Postcards from the UK

Another wonderful post from our dear friend Dan Holloway.  Do enjoy.

From the Merlot monologues to his online reinvention of the surrealist gameshow Mornington Crescent, Charlie Cooke, aka @charlieatlantic, is the funniest man on twitter. He’s also the frontman of InLight (with guitarist Mike, bass Johnny, and drums Pete) “the best unsigned band in Britain” (according to the leading Indie site This Reality Podcast). So I was delighted when he spared an evening to chat to me in the idyllic environs of Oxford’s Queen’s Lane Coffee House.

The oldest coffee shop in this historic university city might seem like an unlikely place to hang out with one of the bright young things of the Indie music scene, but with his molasses smooth voice and cheeky humour, Charlie fits both worlds perfectly. As does InLight’s music. Which is why it makes sense that the band’s music is about to hit a wider audience courtesy of the film adaptation of Oxford author Phillip “His Dark Materials” Pulman’s novel The Butterfly Tattoo. The band’s song “Bridges” features not only in the film but on the soundtrack. “We saw an advert on MySpace for tracks that might suit the film,” Charlie explains. “We sent the producers Bridges, and they said yes.”

Exactly why InLight’s music has such a wide appeal is clear when I push Charlie on their influences. I ask him about “Disappear”, the track the band has just been working on, a song whose haunting lyrics and compelling hook remind me strangely of the writing of Haruki Murakami; a song I love so much I made it the star of a chapter in my current novel. “It probably doesn’t make any sense,” says Charlie, with his self-effacing charm, “but I was listening to Chopin, and I thought ‘I wonder how this would sound if it was done discobeat’.” It actually makes perfect sense, and it’s that range of influences that makes InLight’s music so interesting.

Charlie advertises himself on his twitter profile (he is so obsessed with the microblogging site the band has taken to teasing him about it during their sets) as a Beatles maniac. And that certainly comes through in our conversation (we talk for a while about what constitutes a band’s voice and he enthuses about the differences and similarities between Sergeant Pepper and Rubber soul; we talk about playing festivals by day or pubs by night and he exclaims it’s impossible to imagine Eleanor Rigby played live in the daylight).

But what also comes through is the depth of the influence on his songwriting. Charlie’s grandfather, and his great grandfather were both concert pianists. “I grew up with that kind of music, so I’ve always been interested in music that’s about melody and orchestration.” That’s what explains the richness of the band’s sound, the repeated listening it stands up to. I point out this shows in their gigs, that he’s more at home playing keyboard than guitar. “You noticed,” he smiles, elaborating, “I play guitar because I’m in a band. I play keyboard because I love it.”

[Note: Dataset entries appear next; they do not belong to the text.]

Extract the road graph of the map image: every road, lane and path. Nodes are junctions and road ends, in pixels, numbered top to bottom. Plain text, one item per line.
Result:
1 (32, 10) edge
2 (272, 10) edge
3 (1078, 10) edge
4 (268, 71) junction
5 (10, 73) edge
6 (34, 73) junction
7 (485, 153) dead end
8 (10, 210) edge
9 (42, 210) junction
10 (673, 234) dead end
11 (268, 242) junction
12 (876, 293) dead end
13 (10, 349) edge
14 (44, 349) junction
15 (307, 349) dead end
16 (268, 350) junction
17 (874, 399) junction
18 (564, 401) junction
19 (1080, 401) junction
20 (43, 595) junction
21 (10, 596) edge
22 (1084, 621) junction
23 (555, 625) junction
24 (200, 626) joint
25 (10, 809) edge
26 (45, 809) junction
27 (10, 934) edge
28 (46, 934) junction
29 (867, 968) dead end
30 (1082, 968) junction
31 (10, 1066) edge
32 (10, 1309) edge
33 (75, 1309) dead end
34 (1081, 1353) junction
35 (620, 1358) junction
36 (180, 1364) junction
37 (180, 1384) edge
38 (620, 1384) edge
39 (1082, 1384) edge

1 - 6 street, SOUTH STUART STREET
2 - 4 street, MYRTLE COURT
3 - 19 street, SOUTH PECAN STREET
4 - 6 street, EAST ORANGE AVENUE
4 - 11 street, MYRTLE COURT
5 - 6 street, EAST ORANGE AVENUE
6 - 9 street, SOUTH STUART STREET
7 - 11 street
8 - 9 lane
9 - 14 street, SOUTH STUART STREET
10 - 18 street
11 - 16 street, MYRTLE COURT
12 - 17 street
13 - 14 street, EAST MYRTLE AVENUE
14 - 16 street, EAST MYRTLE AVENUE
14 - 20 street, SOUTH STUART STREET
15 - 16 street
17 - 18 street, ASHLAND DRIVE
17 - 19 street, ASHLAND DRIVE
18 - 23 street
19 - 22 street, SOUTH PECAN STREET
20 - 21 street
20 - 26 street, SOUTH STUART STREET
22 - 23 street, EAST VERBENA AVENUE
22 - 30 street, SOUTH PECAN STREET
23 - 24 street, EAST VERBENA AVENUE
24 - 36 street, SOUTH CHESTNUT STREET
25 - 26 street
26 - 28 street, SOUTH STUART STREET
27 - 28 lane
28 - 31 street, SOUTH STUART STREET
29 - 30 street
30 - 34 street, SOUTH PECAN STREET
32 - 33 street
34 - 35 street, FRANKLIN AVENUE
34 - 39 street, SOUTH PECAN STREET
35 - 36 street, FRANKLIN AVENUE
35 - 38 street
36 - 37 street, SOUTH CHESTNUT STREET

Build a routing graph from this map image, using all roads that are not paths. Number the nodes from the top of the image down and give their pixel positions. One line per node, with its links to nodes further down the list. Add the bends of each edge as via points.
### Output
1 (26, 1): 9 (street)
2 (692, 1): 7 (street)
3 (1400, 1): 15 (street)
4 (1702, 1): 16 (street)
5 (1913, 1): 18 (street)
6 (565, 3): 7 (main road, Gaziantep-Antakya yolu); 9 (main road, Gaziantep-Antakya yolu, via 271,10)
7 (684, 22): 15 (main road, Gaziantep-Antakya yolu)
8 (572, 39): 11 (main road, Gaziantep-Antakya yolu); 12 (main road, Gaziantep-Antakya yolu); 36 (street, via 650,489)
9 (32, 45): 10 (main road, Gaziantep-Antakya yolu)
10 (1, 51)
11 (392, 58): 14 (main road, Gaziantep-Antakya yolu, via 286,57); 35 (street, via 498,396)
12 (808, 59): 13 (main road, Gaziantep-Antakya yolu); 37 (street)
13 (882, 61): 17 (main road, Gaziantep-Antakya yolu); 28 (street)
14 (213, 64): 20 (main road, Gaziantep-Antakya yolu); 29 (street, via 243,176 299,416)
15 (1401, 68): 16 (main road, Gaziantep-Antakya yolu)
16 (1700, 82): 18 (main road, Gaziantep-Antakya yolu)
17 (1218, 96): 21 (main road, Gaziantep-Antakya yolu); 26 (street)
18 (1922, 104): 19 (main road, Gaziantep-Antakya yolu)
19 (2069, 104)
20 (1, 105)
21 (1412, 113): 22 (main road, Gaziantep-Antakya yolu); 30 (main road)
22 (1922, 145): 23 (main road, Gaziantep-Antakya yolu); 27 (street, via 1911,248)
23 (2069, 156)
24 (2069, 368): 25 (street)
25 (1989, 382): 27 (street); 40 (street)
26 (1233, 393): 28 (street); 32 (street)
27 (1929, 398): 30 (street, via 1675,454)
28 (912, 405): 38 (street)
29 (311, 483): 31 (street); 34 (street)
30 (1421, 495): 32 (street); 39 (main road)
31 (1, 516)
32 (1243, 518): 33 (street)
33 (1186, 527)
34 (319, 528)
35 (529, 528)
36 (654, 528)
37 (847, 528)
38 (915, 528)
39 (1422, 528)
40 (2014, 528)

I first came across InLight when they supported The Boxer Rebellion at Oxford’s Bullingdon Arms. I loved their music, but I also loved their approach. “If you buy our CD,” they said, “we’ll draw you a customised cover for it.” What a wonderful idea, I thought, especially as I’d just started writing a book about iconic images and modern art. So I ordered a copy of their postcards CD (which they will happily ship, with hand-drawn cover, to the US), which duly arrived with a hand-drawn cover based on my book’s central image. What made them come up with such a great idea? Is one of the band an artist “We didn’t really know what to put on the cover,” Charlie laughs, “So Mike said why not draw them as the orders come in. Besides, it’s cheaper than getting a load printed.” Strange how romantic ideas can have such prosaic origins.

Eventually I broach the big question. The UK’s best unsigned band. Indie gods. Would InLight ever consider a label if the opportunity arose? I wait for the agonising and the despair at giving away freedom for the sake of paying the rent. “I’d love to be on Parlophone,” Charlie answers in a flash. “No, it’s more than that. I’ve always dreamed of being on Parlophone. The first record I ever played was one of my dad’s. I remember watching the Parlophone logo spinning round and round, and thinking one day…”

It’s a refreshing honesty. “Going it alone suits some bands,” he says. “But I think our sound suits the studio production values you get with a label.” It’s the same honesty he has about the band’s music. The breadth of influence, the classical overtones, and the fact I’d spent the afternoon listening to Pure Reason Revolution, lead me to ask the inevitable. Has the band ever thought about doing something a bit proggy? “Well I like Pink Floyd,” says Charlie. But that’s as far as it goes. “Our music’s commercial. It’s what suits us, and what we do best.”

And that sums up InLight more than anything else. This is a band that knows what it wants to do, and is happy doing it. And as long as they keep knocking out beautifully crafted, brilliantly orchestrated 4 minute masterpieces like Icarus and Disappear, it can’t be too long till the telephone rings.